Her belief is that if we learn to listen, to respect one another, to act with compassion and open our hearts lovingly, then we may have a glimmer of a hope of achieving a more harmonious society.  It sounds woolly and New Age but actually it’s tough, inner warrior work.  Both as individuals and as societies we project our fear and loathing outside, onto other people, onto other races and creeds.  Learning to look in the mirror and take back those projections is bloody hard work, a lifetime’s work.  It takes commitment and awareness and humility and self responsibility.
Arison is relentlessly upbeat about this vast task. ‘If we focus our speech and our hearts on bad, bad will grow,’ she said. ‘If we focus on good, good will grow.  The way we think and act shapes our reality.’

Essence of Life runs workshops, has its own radio station and its own visitor centre (with everything spelled out in Hebrew, Arabic and English).  But its most interesting aspect is its work with children.  The Let’s Join Together programme is running in Israeli schools, from kindergarten to senior school and, interestingly, it has already been shown to reduce significantly the level of violence amongst children and teenagers.
It’s all about fostering solid self-esteem. About teaching children to become aware of their emotions and to realise that they are okay in themselves; they’re just fine.  And that, fundamentally, we are all the same, we are all one.  That’s a hard one for our ego-led society but, logically, you can’t escape it.  Like it or not, we are all one.

I like the concept of Arison’s work.  I would love to see children, from a very early age, learning to respect and approve of themselves so they can, in turn, respect others.   Is it pie in the sky?  Is it pissing in the wind?  Well, Arison is a firm believer in the hundredth monkey effect (in which learned behaviour spreads instantaneously from one group to others once a critical mass is reached).  And, you know what?  Where’s the harm?  If all schools taught these principles from a very early age, who knows?  It’s easy to be cynical; easy to think that the system will find a way of subverting the message (and indeed it may).  But you have to try, right?  
My main practical concern is that the programme’s image and delivery is too woolly, too New Age, too fluffy.  It’s the same issue I have with the Steiner system of education.  It’s  beautiful, it’s dolphins and rainbows and bunny rabbits and fluffy kittens.  But it doesn’t have the balance – it's all up in its head somehow; it isn’t terribly grounded.   And, because of that, it runs the risk of alienating the very people it needs to attract. 

I'd also love to see the programme reach out beyond the Jewish world.  Arison has the money and the clout to take this trans-global, trans-cultural, trans-faith. There seems to me a huge irony that Essence of Life with its message of 'We are One' is - at present - so insularly Jewish .

But hey, it’s a start.  And I cannot help but applaud anything that teaches people (and in particular children) to listen, to understand, to love.

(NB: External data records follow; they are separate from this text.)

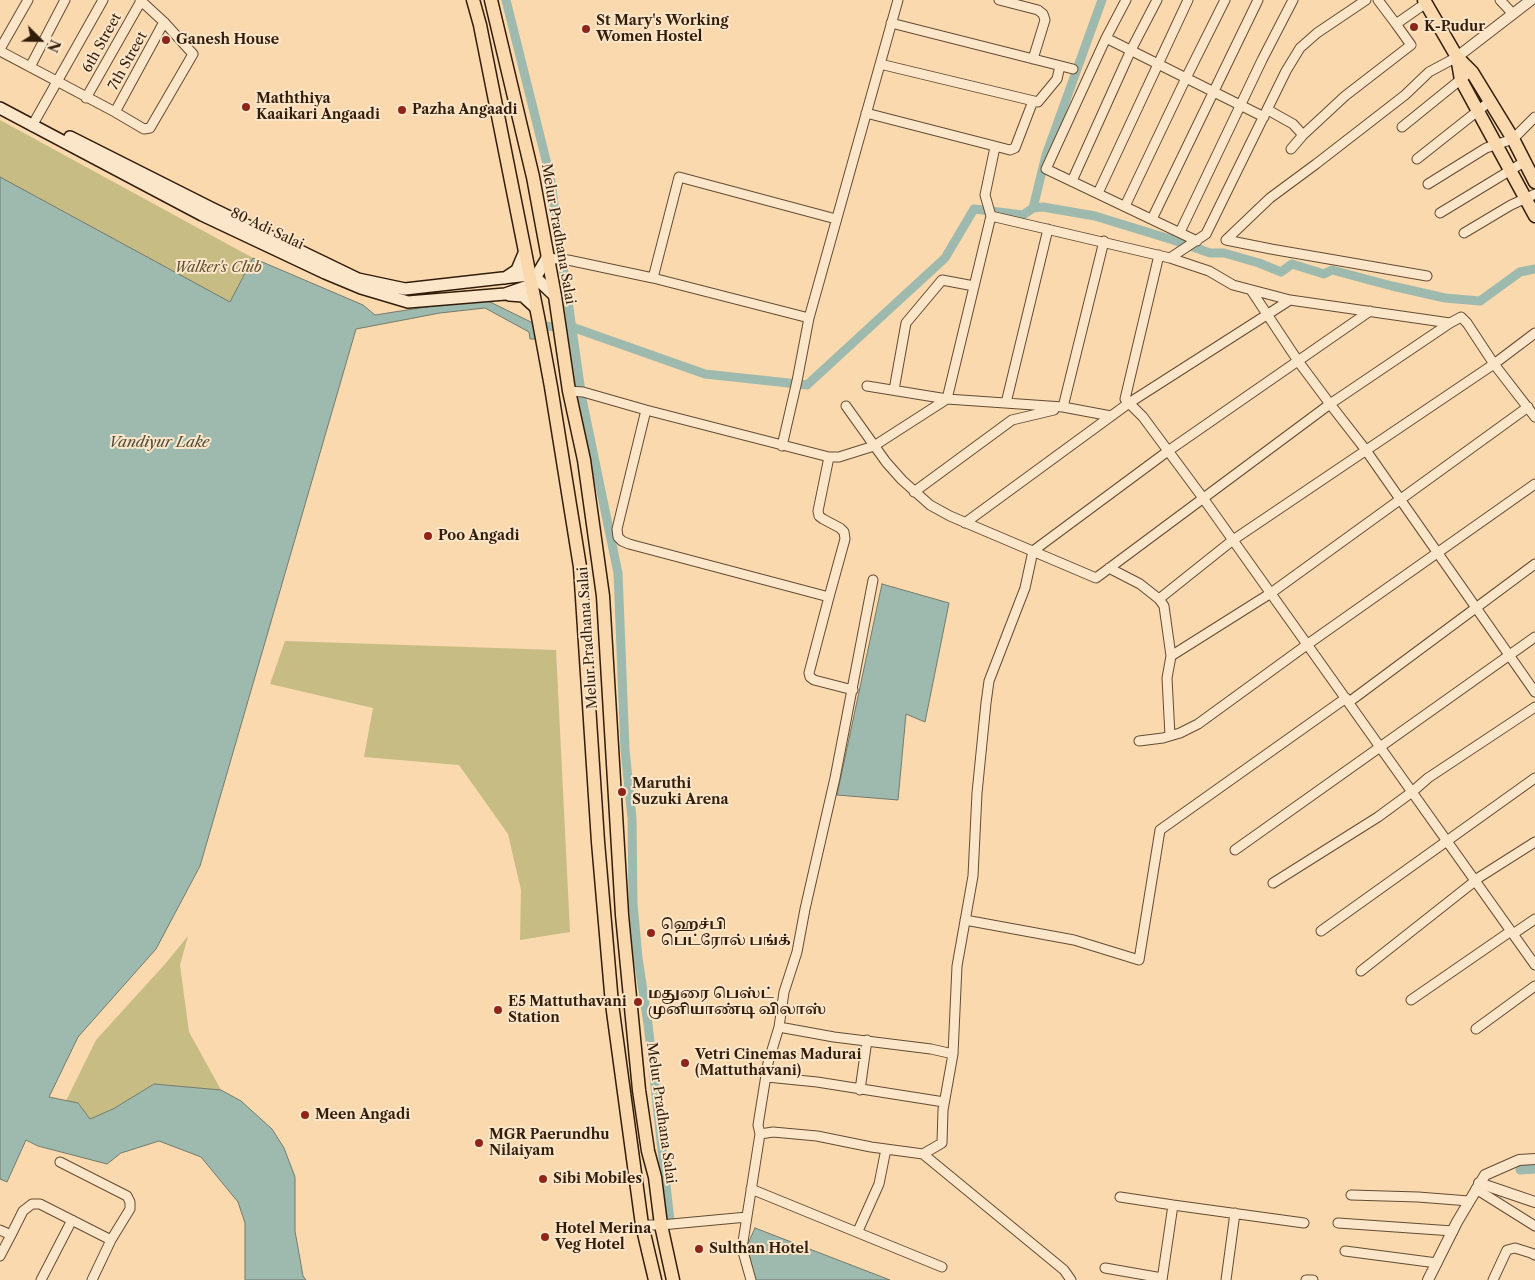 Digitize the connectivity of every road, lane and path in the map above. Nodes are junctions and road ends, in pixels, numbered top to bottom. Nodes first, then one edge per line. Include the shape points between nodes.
1 (28, 0) edge
2 (65, 0) edge
3 (103, 0) edge
4 (140, 0) edge
5 (473, 0) edge
6 (491, 0) edge
7 (898, 0) edge
8 (999, 0) edge
9 (1126, 0) edge
10 (1157, 0) edge
11 (1188, 0) edge
12 (1225, 0) edge
13 (1258, 0) edge
14 (1294, 0) edge
15 (1366, 0) edge
16 (1378, 0) edge
17 (1500, 0) edge
18 (1531, 0) edge
19 (1425, 2) edge
20 (1513, 14) junction
21 (164, 22) junction
22 (891, 23) junction
23 (1396, 24) junction
24 (1106, 38) junction
25 (0, 50) edge
26 (1131, 50) junction
27 (1457, 57) junction
28 (1033, 59) junction
29 (880, 64) junction
30 (1159, 64) junction
31 (1060, 66) junction
32 (30, 67) junction
33 (1073, 69) dead end
34 (1466, 76) junction
35 (1186, 78) junction
36 (58, 82) junction
37 (1213, 91) junction
38 (86, 98) junction
39 (0, 100) edge
40 (1033, 101) junction
41 (1489, 102) junction
42 (1242, 106) junction
43 (0, 108) edge
44 (1478, 110) junction
45 (115, 112) junction
46 (866, 113) junction
47 (1266, 114) junction
48 (1535, 118) edge
49 (34, 123) junction
50 (1402, 127) dead end
51 (1303, 135) junction
52 (1513, 139) junction
53 (1497, 144) junction
54 (995, 147) junction
55 (1291, 149) dead end
56 (1417, 159) dead end
57 (1524, 162) junction
58 (1510, 170) junction
59 (1072, 181) junction
60 (1535, 182) edge
61 (1428, 184) dead end
62 (1098, 194) junction
63 (1531, 196) edge
64 (1125, 206) junction
65 (1440, 213) dead end
66 (991, 214) junction
67 (1535, 216) edge
68 (836, 219) junction
69 (1152, 219) junction
70 (1048, 229) junction
71 (1180, 232) junction
72 (1464, 233) dead end
73 (1104, 241) junction
74 (1191, 244) junction
75 (525, 251) junction
76 (1159, 255) junction
77 (550, 258) junction
78 (1170, 258) junction
79 (1427, 276) dead end
80 (653, 278) junction
81 (504, 279) junction
82 (532, 279) junction
83 (974, 286) junction
84 (1251, 290) junction
85 (505, 294) junction
86 (555, 296) junction
87 (1290, 300) junction
88 (535, 307) junction
89 (1370, 311) junction
90 (1267, 314) junction
91 (809, 318) junction
92 (1450, 323) junction
93 (1535, 333) edge
94 (1298, 361) junction
95 (1494, 364) junction
96 (867, 386) dead end
97 (894, 390) junction
98 (569, 391) junction
99 (947, 399) junction
100 (1006, 403) junction
101 (1129, 403) junction
102 (1330, 404) junction
103 (846, 406) dead end
104 (1528, 407) junction
105 (1063, 408) junction
106 (646, 410) junction
107 (1111, 416) junction
108 (1535, 417) edge
109 (782, 446) junction
110 (874, 446) junction
111 (1365, 449) junction
112 (1168, 451) junction
113 (829, 457) junction
114 (1535, 484) edge
115 (914, 492) junction
116 (1203, 498) junction
117 (1399, 499) junction
118 (965, 523) junction
119 (1233, 540) junction
120 (1033, 552) junction
121 (1438, 552) junction
122 (1535, 564) edge
123 (1109, 568) junction
124 (873, 580) dead end
125 (1271, 593) junction
126 (829, 597) junction
127 (1159, 599) junction
128 (1476, 608) junction
129 (1535, 636) edge
130 (1308, 644) junction
131 (1171, 656) junction
132 (1508, 656) junction
133 (853, 690) junction
134 (1535, 692) edge
135 (1347, 700) junction
136 (1535, 707) edge
137 (1170, 736) junction
138 (1139, 741) dead end
139 (1381, 748) junction
140 (1535, 778) edge
141 (1412, 792) junction
142 (1446, 840) junction
143 (1535, 842) edge
144 (1235, 850) dead end
145 (1475, 881) junction
146 (1273, 883) dead end
147 (1535, 918) edge
148 (965, 920) junction
149 (1321, 931) dead end
150 (1512, 932) junction
151 (1535, 965) edge
152 (1361, 971) dead end
153 (1535, 986) edge
154 (1411, 1000) dead end
155 (779, 1027) junction
156 (1476, 1029) dead end
157 (867, 1040) junction
158 (952, 1054) junction
159 (767, 1077) junction
160 (860, 1090) junction
161 (944, 1102) junction
162 (760, 1134) junction
163 (886, 1149) junction
164 (923, 1154) junction
165 (1535, 1159) edge
166 (60, 1162) dead end
167 (1478, 1186) junction
168 (751, 1189) junction
169 (1351, 1195) dead end
170 (1120, 1197) dead end
171 (1469, 1201) junction
172 (1535, 1202) edge
173 (1173, 1205) junction
174 (1235, 1213) junction
175 (747, 1217) junction
176 (72, 1220) junction
177 (1304, 1222) dead end
178 (1338, 1223) dead end
179 (661, 1224) junction
180 (642, 1225) junction
181 (1535, 1226) edge
182 (0, 1230) edge
183 (858, 1231) junction
184 (1453, 1231) junction
185 (11, 1235) junction
186 (111, 1240) junction
187 (1345, 1251) dead end
188 (0, 1256) edge
189 (1535, 1256) edge
190 (1437, 1263) junction
191 (942, 1267) dead end
192 (1105, 1268) dead end
193 (1162, 1279) edge
194 (41, 1280) edge
195 (92, 1280) edge
196 (655, 1280) edge
197 (673, 1280) edge
198 (751, 1280) edge
199 (1070, 1280) edge
200 (1226, 1280) edge
201 (1306, 1280) edge
202 (1313, 1280) edge
203 (1428, 1280) edge
204 (1493, 1280) edge

1 - 25 street
2 - 32 street
3 - 36 street
4 - 21 street
4 - 38 street, 6th Street
5 - 75 main road, Melur Pradhana Salai
6 - 77 main road, Melur Pradhana Salai
7 - 22 street
8 - 28 street via 1043,14 1045,20
9 - 24 street
10 - 26 street
11 - 30 street
12 - 35 street
13 - 37 street
14 - 42 street
15 - 47 street via 1300,48
16 - 23 street
17 - 20 street
18 - 20 street
19 - 23 street
19 - 27 main road
20 - 27 street
21 - 45 street, 7th Street
21 - 45 street via 193,54 150,128 144,129
22 - 28 street
22 - 29 street
23 - 51 street via 1410,46 1345,96
24 - 26 street
24 - 59 street via 1046,169
25 - 32 street
26 - 30 street
26 - 59 street
27 - 34 main road
27 - 79 street via 1429,72 1270,198 1226,240
28 - 31 street
29 - 40 street
29 - 46 street
30 - 35 street
30 - 62 street
31 - 33 street
31 - 40 street via 1057,79 1038,102
32 - 36 street
34 - 41 main road
34 - 44 main road
34 - 50 street
35 - 37 street
35 - 64 street
36 - 38 street
36 - 49 street
37 - 42 street
37 - 69 street
38 - 45 street
39 - 49 main road, 80 Adi Salai
40 - 54 street via 1015,148
41 - 44 street
41 - 52 main road
42 - 47 street
42 - 71 street
43 - 49 main road, 80 Adi Salai
44 - 53 main road
44 - 56 street
46 - 54 street
46 - 68 street
47 - 51 street via 1293,124
47 - 74 street via 1206,234
48 - 52 street
49 - 81 main road, 80 Adi Salai via 358,279 405,289
49 - 85 main road, 80 Adi Salai via 202,214 361,288 408,302
51 - 55 street
52 - 53 street
52 - 57 main road
53 - 58 main road
53 - 61 street
54 - 66 street via 985,195
57 - 58 street
57 - 60 main road
58 - 63 main road
58 - 65 street
59 - 62 street
62 - 64 street
63 - 67 main road
63 - 72 street
64 - 69 street
66 - 70 street
66 - 83 street
68 - 80 street via 679,177
68 - 91 street
69 - 71 street
70 - 73 street
70 - 100 street
71 - 74 street
73 - 76 street
73 - 105 street
74 - 78 street
75 - 81 main road via 517,270
75 - 82 main road, Melur Pradhana Salai
76 - 78 street
76 - 101 street via 1125,399
77 - 80 street
77 - 82 main road
77 - 86 main road, Melur Pradhana Salai
78 - 84 street
80 - 91 street
81 - 82 main road, 80 Adi Salai
82 - 85 main road, 80 Adi Salai
82 - 86 main road
82 - 88 main road, Melur Pradhana Salai
83 - 97 street via 942,280 906,323
83 - 99 street
84 - 87 street
84 - 90 street
85 - 88 main road via 523,296
86 - 98 main road, Melur Pradhana Salai
87 - 89 street
87 - 90 street
88 - 180 main road, Melur Pradhana Salai via 580,568 612,1004
89 - 92 street
89 - 94 street
90 - 94 street
90 - 101 street
91 - 109 street
92 - 95 street via 1461,317
92 - 102 street
93 - 95 street
94 - 102 street
94 - 112 street
95 - 104 street
95 - 111 street
96 - 97 street
97 - 99 street
98 - 106 street
98 - 179 main road, Melur Pradhana Salai via 584,460 603,596 622,915 639,1090
99 - 100 street
99 - 110 street
100 - 105 street
101 - 107 street
101 - 112 street
102 - 111 street
102 - 116 street
103 - 110 street
104 - 108 street
104 - 117 street
105 - 107 street
105 - 115 street via 1012,420
106 - 109 street
106 - 126 street via 617,529 622,541
107 - 118 street
109 - 113 street
110 - 113 street via 840,457
110 - 115 street
111 - 117 street
111 - 119 street
112 - 116 street
112 - 120 street
113 - 126 street via 818,511 819,516 844,532 845,539
114 - 121 street
115 - 118 street via 930,505
116 - 119 street
116 - 123 street
117 - 121 street
117 - 125 street
118 - 120 street
119 - 125 street
119 - 127 street
120 - 123 street via 1096,578
120 - 148 street via 1025,588 989,681 977,793 973,876
121 - 128 street
121 - 130 street
122 - 128 street
123 - 127 street via 1140,584
124 - 133 street
125 - 130 street
125 - 131 street
126 - 133 street via 810,677
127 - 131 street via 1166,614
128 - 132 street
128 - 135 street
129 - 132 street
130 - 135 street
130 - 137 street via 1198,724
131 - 137 street via 1167,678
132 - 134 street
132 - 139 street
133 - 155 street via 797,952 784,992
135 - 139 street
135 - 148 street via 1160,830 1139,960 1074,940
136 - 141 street
137 - 138 street
139 - 141 street
139 - 144 street
140 - 142 street
141 - 142 street
141 - 146 street
142 - 145 street
142 - 149 street
143 - 145 street
145 - 150 street
145 - 152 street
147 - 150 street
148 - 158 street via 957,966
150 - 151 street
150 - 154 street
153 - 156 street
155 - 157 street
155 - 159 street
157 - 158 street
157 - 160 street
158 - 161 street
159 - 160 street
159 - 162 street via 758,1125
160 - 161 street
161 - 164 street via 942,1143
162 - 163 street via 817,1136
162 - 168 street
163 - 164 street
163 - 183 street via 880,1184
164 - 199 street via 1064,1270
165 - 167 street via 1519,1160 1485,1175
166 - 186 street via 126,1196 130,1202 130,1209
167 - 171 street
167 - 172 street
167 - 181 street
168 - 175 street
168 - 183 street
169 - 171 street
170 - 173 street
171 - 184 street
173 - 174 street
173 - 193 street
174 - 177 street
174 - 200 street
175 - 179 street
175 - 198 street via 742,1248
176 - 185 street via 40,1204 32,1204 23,1212
176 - 186 street
176 - 194 street
178 - 184 street
179 - 180 street
179 - 197 main road, Melur Pradhana Salai
180 - 196 main road, Melur Pradhana Salai
182 - 185 street
183 - 191 street
184 - 190 street
185 - 188 street
186 - 195 street
187 - 190 street
189 - 204 street via 1515,1248 1507,1250
190 - 203 street
192 - 193 street
201 - 202 street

So.  What do you reckon?  Should we have classes in self-esteem and self-awareness at nursery?  Would children grow up more balanced and happy if they learned meditation, yoga, self-questioning at school?   If we put peace right in the heart of our children, might we kick off a seismic reaction that could permeate society?  Or is that just hippy-shit?  Is it just being a dreamer?